History offers few instances of medieval armies withstanding the charge of cavalry, but Charles had anticipated this moment. He had trained his men, and they were prepared.
The Mozarabic Chronicle describes the scene in greater detail than any source, Latin or Arab: “[I]n the shock of the battle the men of the North seemed like a sea that cannot be moved. Firmly they stood, one close to another, forming as it were a bulwark of ice; and with great blows of their swords they hewed down the Arabs. Drawn up in a band around their chief, the people of the Austrasians carried all before them. Their tireless hands drove their swords down to the breasts [of the foe].”
A few Umayyad troops succeeded in breaking into the square and went directly for Charles, but his liege men surrounded him and would not be broken. The battle was still in flux when rumors went through the Muslim host that Charles’ men had broken into the Umayyad base camp. Afraid of having the loot they had plundered at Bordeaux taken from them, many of them broke off the battle to return to camp. Abdul Rahman was trying to stop the retreat, when he was surrounded and killed.

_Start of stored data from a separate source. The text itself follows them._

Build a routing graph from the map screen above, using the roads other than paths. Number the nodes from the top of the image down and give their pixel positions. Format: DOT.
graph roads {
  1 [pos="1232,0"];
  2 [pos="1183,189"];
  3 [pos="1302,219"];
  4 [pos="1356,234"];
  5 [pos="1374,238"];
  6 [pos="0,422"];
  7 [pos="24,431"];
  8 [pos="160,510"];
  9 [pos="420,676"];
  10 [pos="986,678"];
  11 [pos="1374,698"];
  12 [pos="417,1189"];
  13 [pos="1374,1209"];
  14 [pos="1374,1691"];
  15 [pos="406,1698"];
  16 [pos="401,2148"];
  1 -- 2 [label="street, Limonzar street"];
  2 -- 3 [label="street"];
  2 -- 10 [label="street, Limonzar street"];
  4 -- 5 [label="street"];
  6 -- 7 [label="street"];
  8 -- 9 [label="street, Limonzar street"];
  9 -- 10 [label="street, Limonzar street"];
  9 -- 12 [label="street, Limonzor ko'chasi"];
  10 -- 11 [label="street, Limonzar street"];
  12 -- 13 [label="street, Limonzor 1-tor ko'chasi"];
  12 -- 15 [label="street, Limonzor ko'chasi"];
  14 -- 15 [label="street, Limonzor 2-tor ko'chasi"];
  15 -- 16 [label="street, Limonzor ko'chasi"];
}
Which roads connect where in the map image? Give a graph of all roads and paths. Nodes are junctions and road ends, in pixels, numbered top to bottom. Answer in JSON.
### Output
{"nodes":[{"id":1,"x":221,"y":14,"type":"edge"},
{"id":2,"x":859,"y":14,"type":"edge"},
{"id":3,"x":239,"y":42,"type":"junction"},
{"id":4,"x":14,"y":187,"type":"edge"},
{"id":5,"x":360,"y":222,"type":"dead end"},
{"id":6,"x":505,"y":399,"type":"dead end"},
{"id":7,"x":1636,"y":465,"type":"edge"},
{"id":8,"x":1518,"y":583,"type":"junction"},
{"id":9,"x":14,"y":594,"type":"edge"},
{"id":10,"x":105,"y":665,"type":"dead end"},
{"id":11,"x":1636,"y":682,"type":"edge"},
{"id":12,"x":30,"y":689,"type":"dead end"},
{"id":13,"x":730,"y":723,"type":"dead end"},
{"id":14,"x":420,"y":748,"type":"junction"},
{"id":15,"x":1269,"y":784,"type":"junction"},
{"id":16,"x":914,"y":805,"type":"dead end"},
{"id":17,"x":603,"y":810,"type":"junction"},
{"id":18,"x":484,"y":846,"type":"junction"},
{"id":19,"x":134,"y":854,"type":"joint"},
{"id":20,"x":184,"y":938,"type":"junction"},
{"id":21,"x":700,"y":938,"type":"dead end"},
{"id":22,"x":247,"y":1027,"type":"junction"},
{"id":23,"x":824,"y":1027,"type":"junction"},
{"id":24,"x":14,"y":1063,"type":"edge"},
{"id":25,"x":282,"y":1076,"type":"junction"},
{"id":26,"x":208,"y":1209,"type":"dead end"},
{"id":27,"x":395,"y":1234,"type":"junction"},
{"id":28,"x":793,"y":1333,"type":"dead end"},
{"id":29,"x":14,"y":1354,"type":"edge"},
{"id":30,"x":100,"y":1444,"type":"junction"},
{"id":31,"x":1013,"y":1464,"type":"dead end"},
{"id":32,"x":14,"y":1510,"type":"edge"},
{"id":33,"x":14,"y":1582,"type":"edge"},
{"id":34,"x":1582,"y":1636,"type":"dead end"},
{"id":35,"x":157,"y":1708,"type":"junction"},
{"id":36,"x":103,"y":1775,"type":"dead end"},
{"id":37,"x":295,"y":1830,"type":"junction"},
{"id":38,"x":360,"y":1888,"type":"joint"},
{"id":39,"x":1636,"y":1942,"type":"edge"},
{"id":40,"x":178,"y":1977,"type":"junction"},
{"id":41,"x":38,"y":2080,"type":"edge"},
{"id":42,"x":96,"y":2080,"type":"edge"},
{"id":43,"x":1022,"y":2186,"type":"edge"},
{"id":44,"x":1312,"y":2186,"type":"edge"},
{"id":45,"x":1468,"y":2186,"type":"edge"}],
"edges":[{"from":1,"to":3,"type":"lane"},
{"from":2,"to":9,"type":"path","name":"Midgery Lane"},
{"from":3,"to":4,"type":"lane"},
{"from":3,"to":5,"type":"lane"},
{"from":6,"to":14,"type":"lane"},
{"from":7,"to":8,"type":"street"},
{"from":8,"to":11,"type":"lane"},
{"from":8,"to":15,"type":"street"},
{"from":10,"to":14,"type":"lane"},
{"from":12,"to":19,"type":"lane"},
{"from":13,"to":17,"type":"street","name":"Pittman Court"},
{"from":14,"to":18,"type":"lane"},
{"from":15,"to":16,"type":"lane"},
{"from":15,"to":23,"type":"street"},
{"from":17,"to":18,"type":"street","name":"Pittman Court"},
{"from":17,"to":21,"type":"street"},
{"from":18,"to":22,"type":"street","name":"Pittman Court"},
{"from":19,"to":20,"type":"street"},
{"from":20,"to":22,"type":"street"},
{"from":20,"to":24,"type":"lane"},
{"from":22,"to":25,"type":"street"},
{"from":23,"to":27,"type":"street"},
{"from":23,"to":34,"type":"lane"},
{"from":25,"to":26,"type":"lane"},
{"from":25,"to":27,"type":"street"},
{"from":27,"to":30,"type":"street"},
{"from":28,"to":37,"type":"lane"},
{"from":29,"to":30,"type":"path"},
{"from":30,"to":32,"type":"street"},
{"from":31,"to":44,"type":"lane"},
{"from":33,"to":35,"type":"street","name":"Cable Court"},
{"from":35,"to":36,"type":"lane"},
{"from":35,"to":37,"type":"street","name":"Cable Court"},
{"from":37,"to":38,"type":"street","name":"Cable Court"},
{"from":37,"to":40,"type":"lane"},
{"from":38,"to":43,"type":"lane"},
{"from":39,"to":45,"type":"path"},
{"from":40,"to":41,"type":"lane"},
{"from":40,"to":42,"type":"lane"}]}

Wary of a “feigned flight” attack, the Franks resumed their phalanx. There they stood all night and into the next day, until it was discovered that the Islamic host had fled in the night.
Following the Battle of Tours, (Poitiers), the bastard son of Pepin and father of Charlemagne would, henceforward and forever, be known as Charles “the Hammer” Martel.
The threat was far from over in 732. New Umayyad assaults would threaten northern Europe in 736 and 739, until internal conflicts divided the Caliphate against itself, the feudal Arab Empire of the Umayyads falling to the multi-ethnic Empire of the Abbassid Caliphate of Baghdad in 750, the third Caliphate in the early history of Islam.
The reconquest of “al-Andalus” would be another 760 years, in the making. The “Golden age” of Islam ended with the sack of Baghdad in 1268 by the Mongols of Hulagu Khan, making way for the rise of the Ottoman Empire of the Seljuq Turk. Forces of this “Ottoman Caliphate” conquered the last vestige of the eastern Roman empire in 1453.
Ottoman forces attempted the conquest of Europe from the east, taking Vienna under siege in 1529 and again in 1683, as well as Malta, in 1565. Famagusta, the last Christian possession in the eastern Mediterranean island nation of Cyprus, held out for eleven months, in 1570-1. 8,500 Venetian defenders, against the 200,000-strong Ottoman forces under General Lala Mustafa Pasha.
Commander Marcantonio Bragadin would be flayed alive and stuffed with straw as a grisly trophy of war, together with the heads of the Venetian commanders, Astorre Baglioni, Alvise Martinengo and Gianantonio Querini. Yet this desperate and doomed defense of the last stronghold on Cyprus bought Pope Pius V time to cobble together an anti-Ottoman “Holy League” coalition among the Catholic states of Europe. Ottoman naval power was destroyed for all time in 1571 near a place called Lepanto. The largest naval battle in Western history, since classical antiquity.
Conflict between Cross and Crescent would continue far into the future of Charles Martel, but, Christian Europe would never again, be so grievously challenged.